WORK REQUIRED: Determine how many lines in the entries below contain "Left", and output that number alone.

[Items from a dataset]
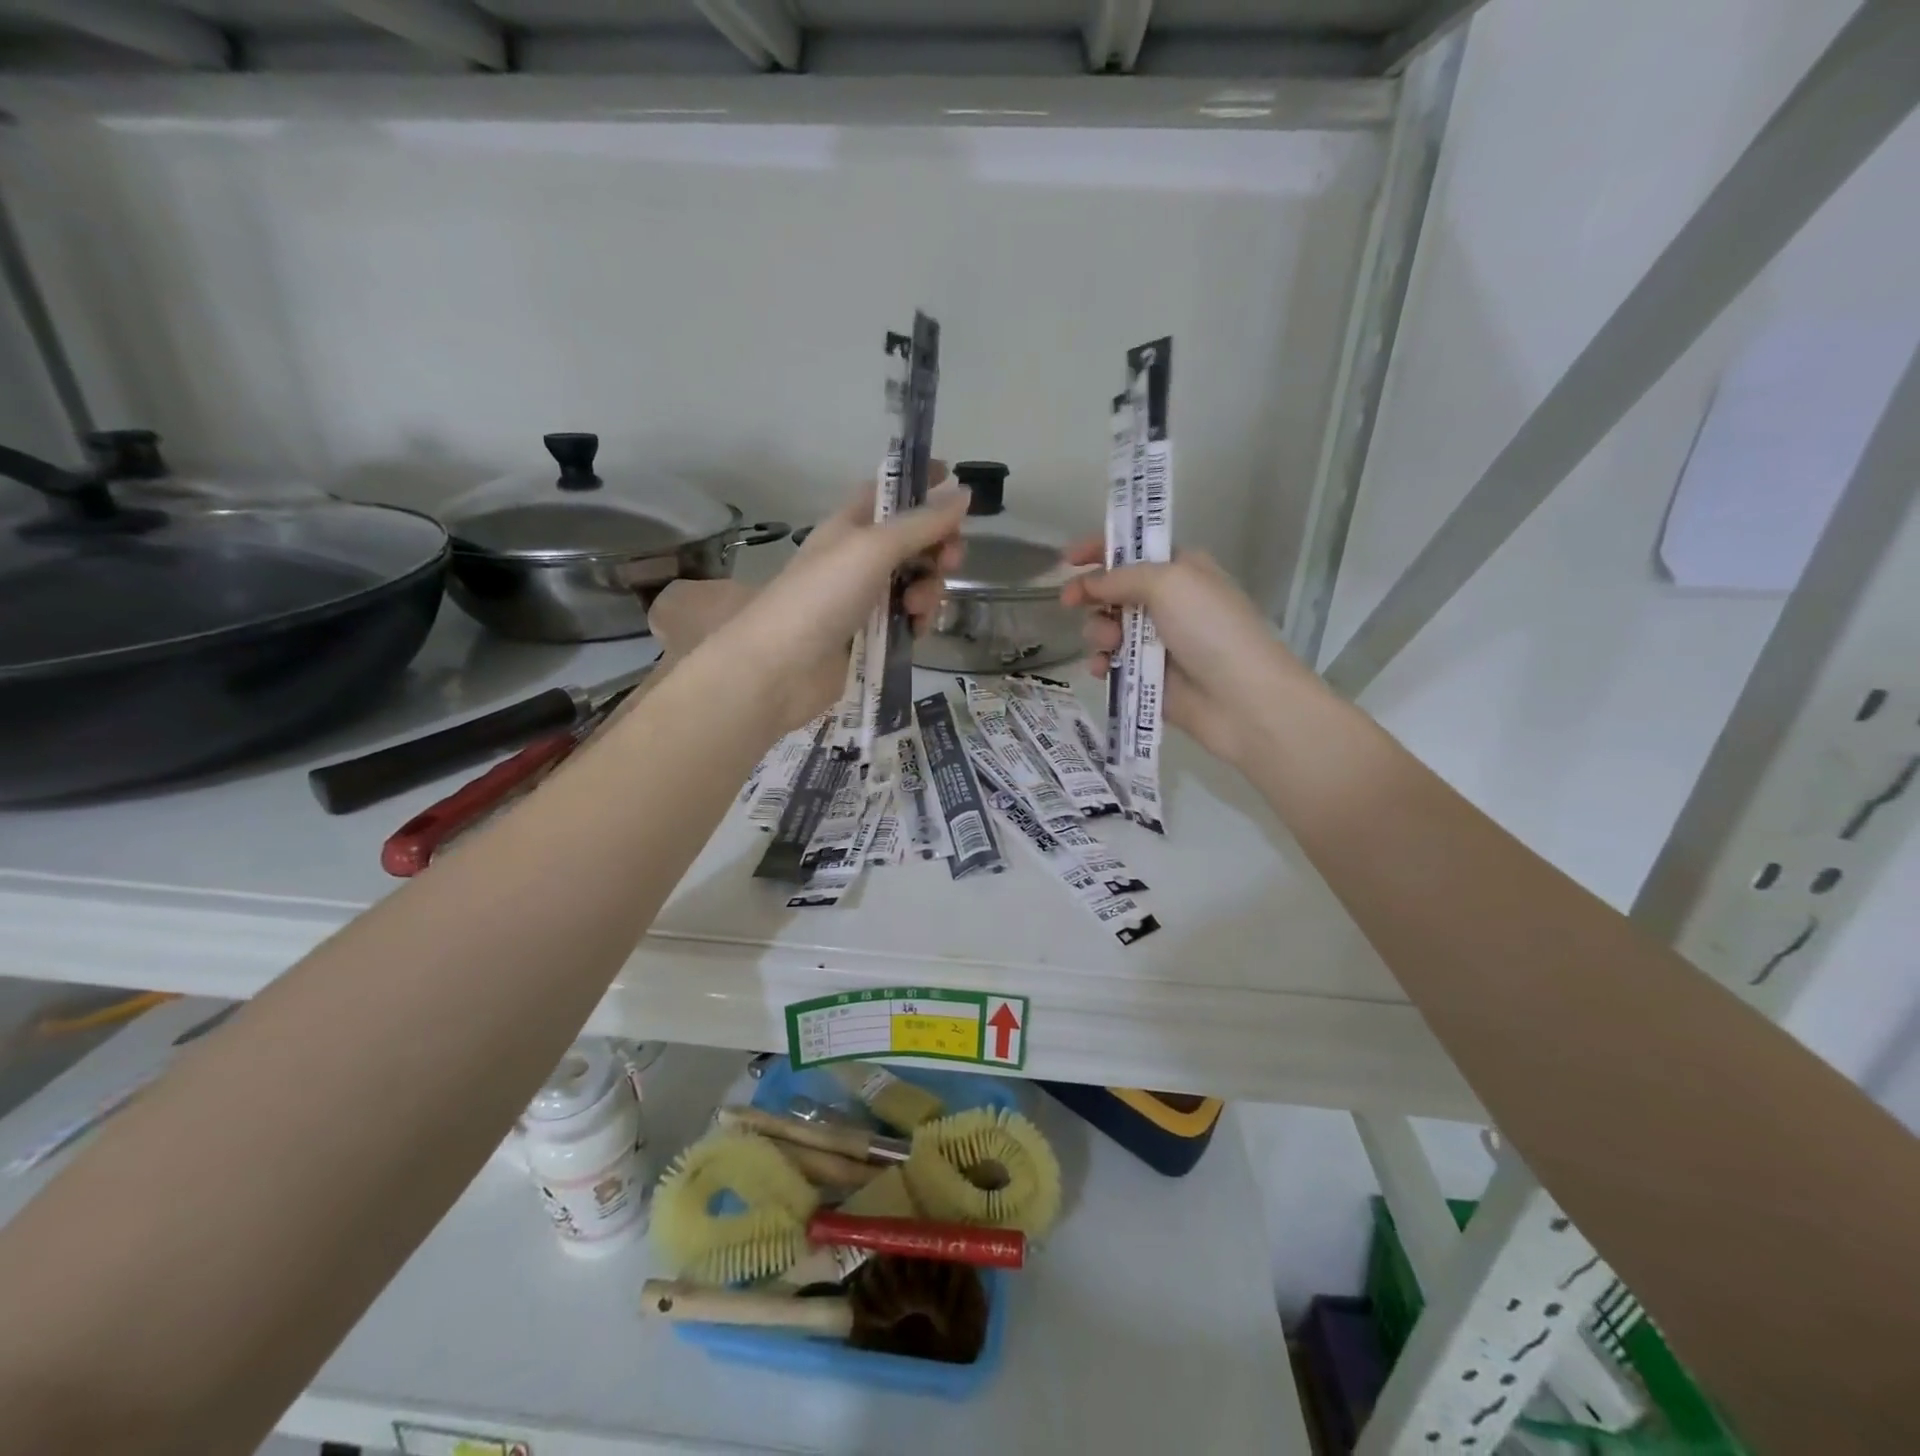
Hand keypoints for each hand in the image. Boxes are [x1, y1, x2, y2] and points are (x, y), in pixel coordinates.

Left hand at [676, 477, 967, 734]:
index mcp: (851, 526)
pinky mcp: (873, 636)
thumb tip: (964, 493)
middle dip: (938, 548)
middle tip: (949, 561)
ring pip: (917, 582)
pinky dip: (918, 621)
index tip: (956, 482)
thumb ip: (922, 523)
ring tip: (916, 608)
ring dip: (929, 589)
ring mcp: (866, 599)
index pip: (889, 492)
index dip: (920, 484)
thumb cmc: (822, 595)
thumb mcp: (873, 548)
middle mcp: (859, 558)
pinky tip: (915, 630)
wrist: (782, 668)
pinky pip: (910, 619)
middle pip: (914, 541)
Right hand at [1060, 539, 1312, 765]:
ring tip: (1109, 644)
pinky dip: (1102, 663)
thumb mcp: (1169, 583)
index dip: (1099, 549)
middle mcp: (1168, 603)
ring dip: (1098, 632)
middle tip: (1070, 602)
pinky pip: (1112, 663)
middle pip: (1114, 590)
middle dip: (1092, 595)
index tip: (1067, 559)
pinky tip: (1103, 668)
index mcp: (1180, 570)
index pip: (1133, 551)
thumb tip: (1088, 584)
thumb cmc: (1210, 628)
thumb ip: (1121, 577)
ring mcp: (1156, 642)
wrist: (1241, 697)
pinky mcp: (1147, 677)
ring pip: (1107, 628)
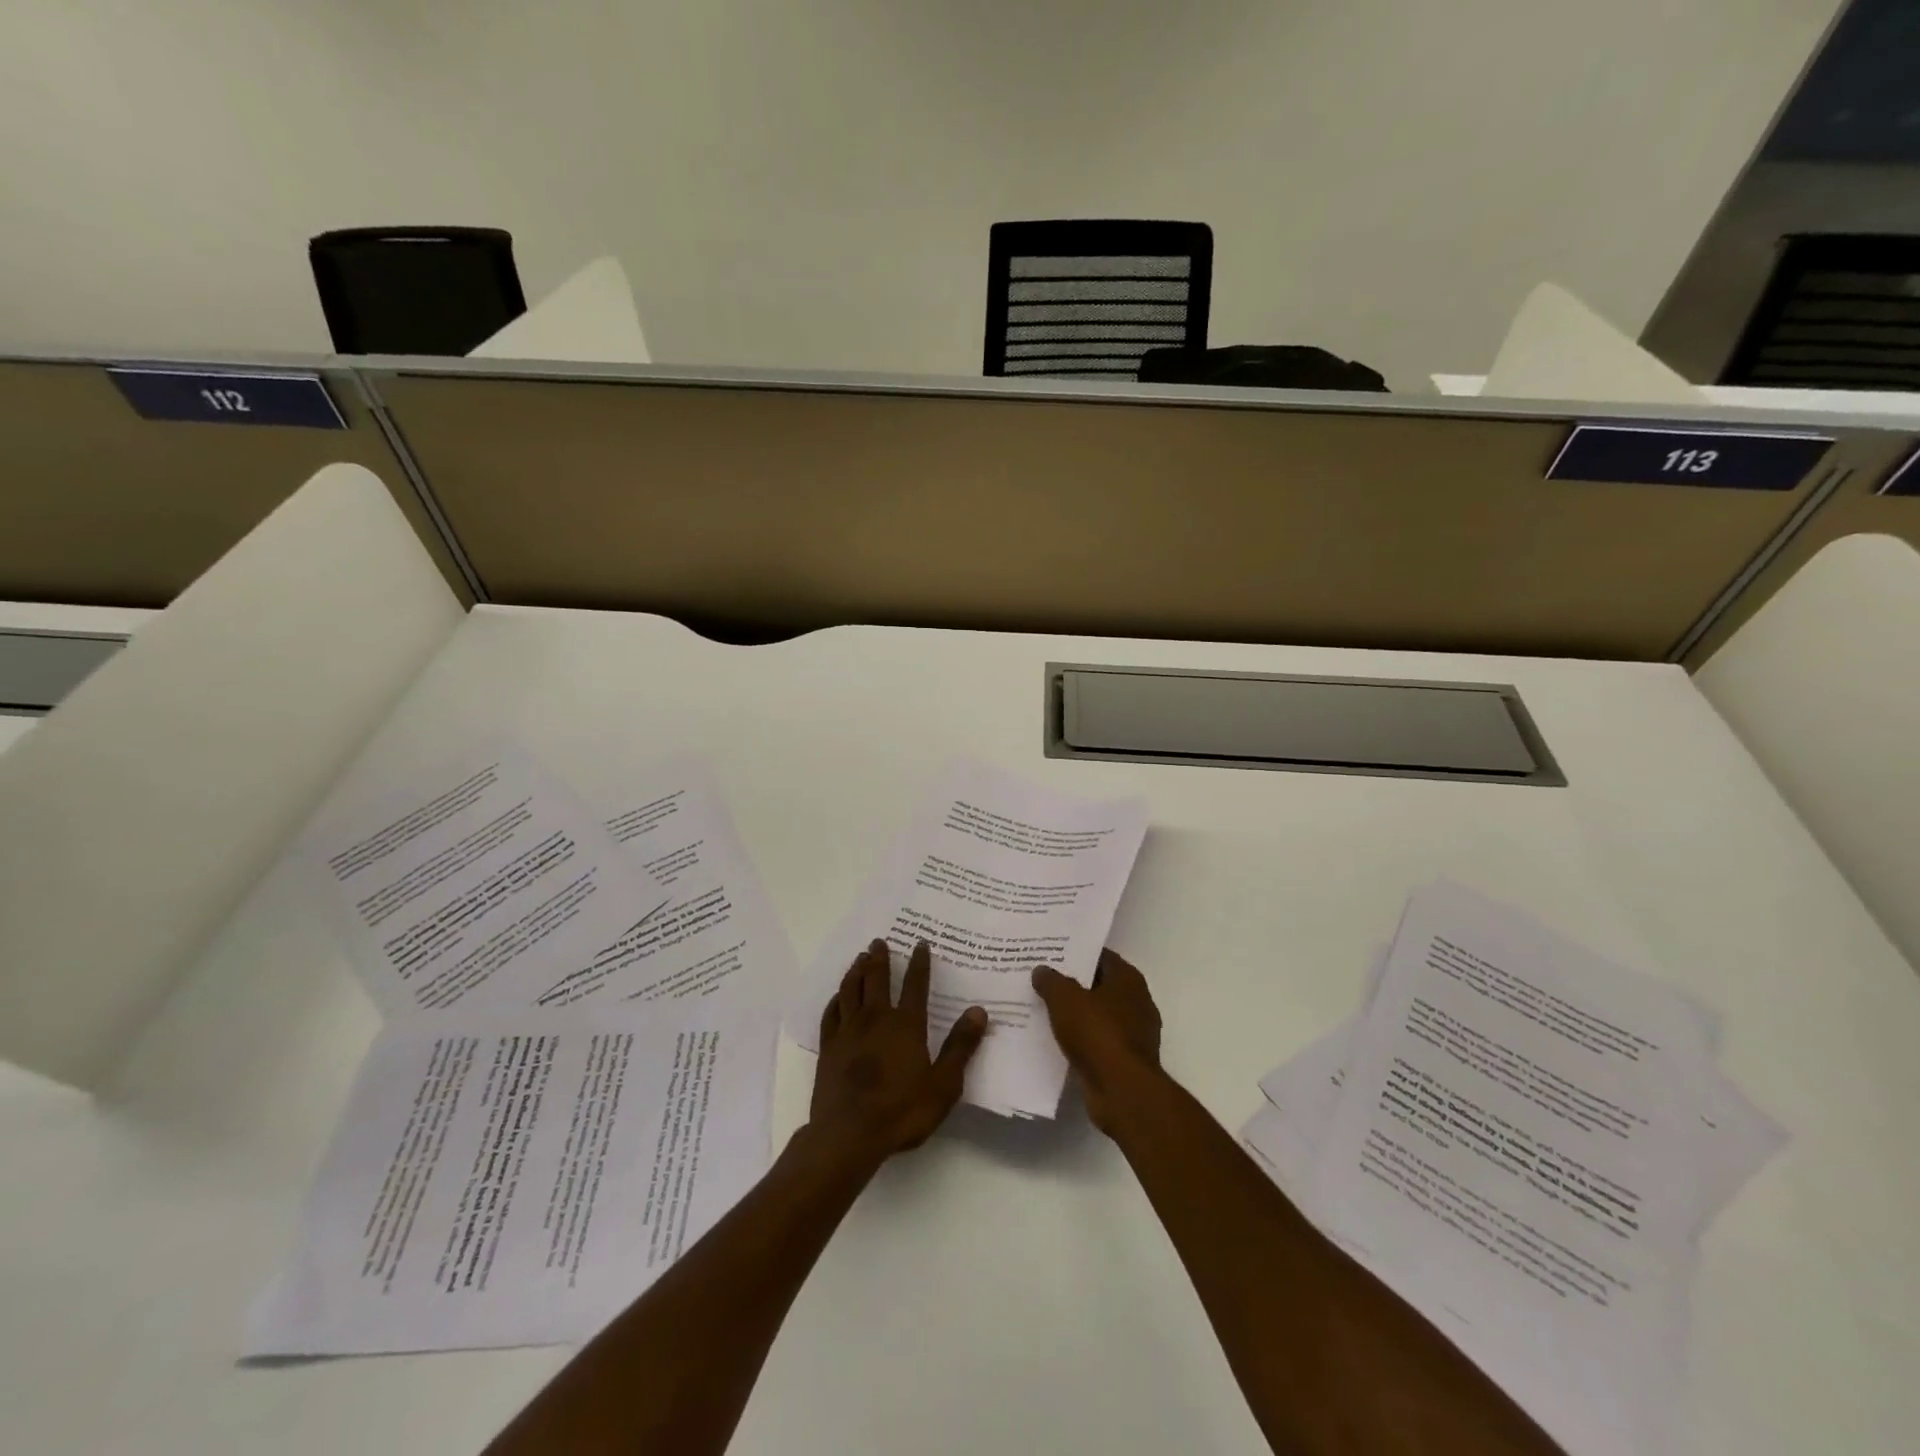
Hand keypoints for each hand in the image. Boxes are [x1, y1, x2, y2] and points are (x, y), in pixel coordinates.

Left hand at [810, 939, 987, 1165]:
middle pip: (877, 979)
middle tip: (879, 941)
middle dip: (880, 958)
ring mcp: (848, 1031)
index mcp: (906, 1025)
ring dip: (856, 970)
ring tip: (860, 958)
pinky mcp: (828, 1047)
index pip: (916, 985)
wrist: (847, 1135)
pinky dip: (836, 998)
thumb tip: (978, 1011)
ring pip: (851, 989)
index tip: (920, 944)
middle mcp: (876, 1018)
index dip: (919, 963)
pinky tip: (839, 996)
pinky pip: (831, 1013)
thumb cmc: (901, 1111)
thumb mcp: (943, 1084)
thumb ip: (960, 1047)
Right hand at [1032, 949, 1162, 1134]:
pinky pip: (1098, 1041)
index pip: (1101, 957)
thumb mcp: (1065, 999)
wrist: (1122, 1091)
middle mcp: (1137, 1002)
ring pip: (1098, 1015)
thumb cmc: (1097, 1033)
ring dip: (1077, 1014)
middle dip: (1074, 984)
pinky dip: (1081, 1039)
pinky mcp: (1126, 1060)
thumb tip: (1042, 970)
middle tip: (1043, 980)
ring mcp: (1134, 1033)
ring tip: (1045, 1009)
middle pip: (1100, 986)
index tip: (1052, 954)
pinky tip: (1057, 1039)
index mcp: (1128, 980)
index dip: (1077, 954)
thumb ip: (1052, 981)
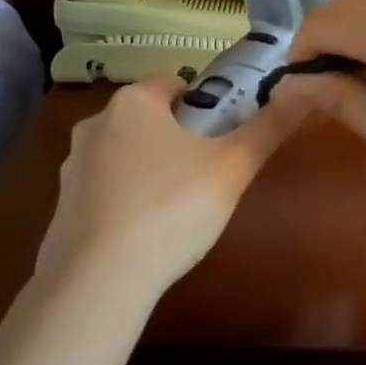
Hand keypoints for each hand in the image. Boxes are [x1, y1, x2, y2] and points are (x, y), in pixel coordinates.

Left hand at [35, 73, 310, 301]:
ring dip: (152, 169)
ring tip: (179, 208)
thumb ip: (269, 127)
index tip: (225, 137)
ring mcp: (72, 166)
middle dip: (180, 138)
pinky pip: (106, 190)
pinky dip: (126, 200)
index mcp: (132, 102)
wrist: (98, 281)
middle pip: (151, 118)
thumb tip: (304, 90)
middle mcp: (95, 124)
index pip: (177, 83)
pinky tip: (146, 233)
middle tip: (209, 174)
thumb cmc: (170, 209)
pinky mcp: (62, 206)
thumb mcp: (233, 167)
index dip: (207, 105)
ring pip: (126, 154)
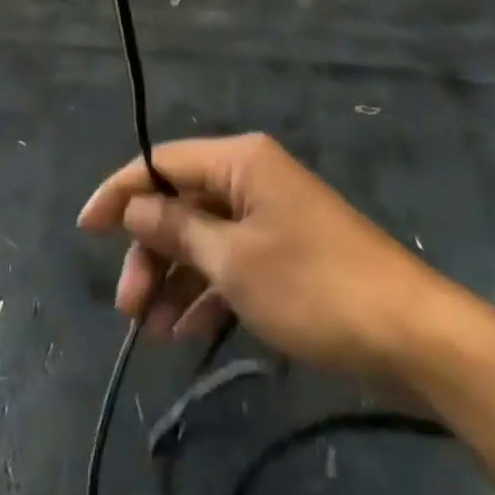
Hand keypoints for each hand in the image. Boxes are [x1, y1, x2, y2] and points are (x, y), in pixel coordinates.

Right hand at [77, 133, 463, 384]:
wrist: (408, 334)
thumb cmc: (312, 286)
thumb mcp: (234, 261)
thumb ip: (179, 228)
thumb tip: (135, 203)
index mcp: (240, 160)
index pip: (164, 162)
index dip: (121, 191)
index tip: (85, 229)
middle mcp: (252, 176)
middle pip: (182, 202)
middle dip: (151, 251)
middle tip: (128, 308)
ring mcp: (270, 214)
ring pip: (205, 235)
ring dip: (175, 278)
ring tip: (152, 331)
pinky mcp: (286, 250)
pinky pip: (232, 260)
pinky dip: (208, 291)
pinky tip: (187, 332)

PROBLEM SOLUTION: 3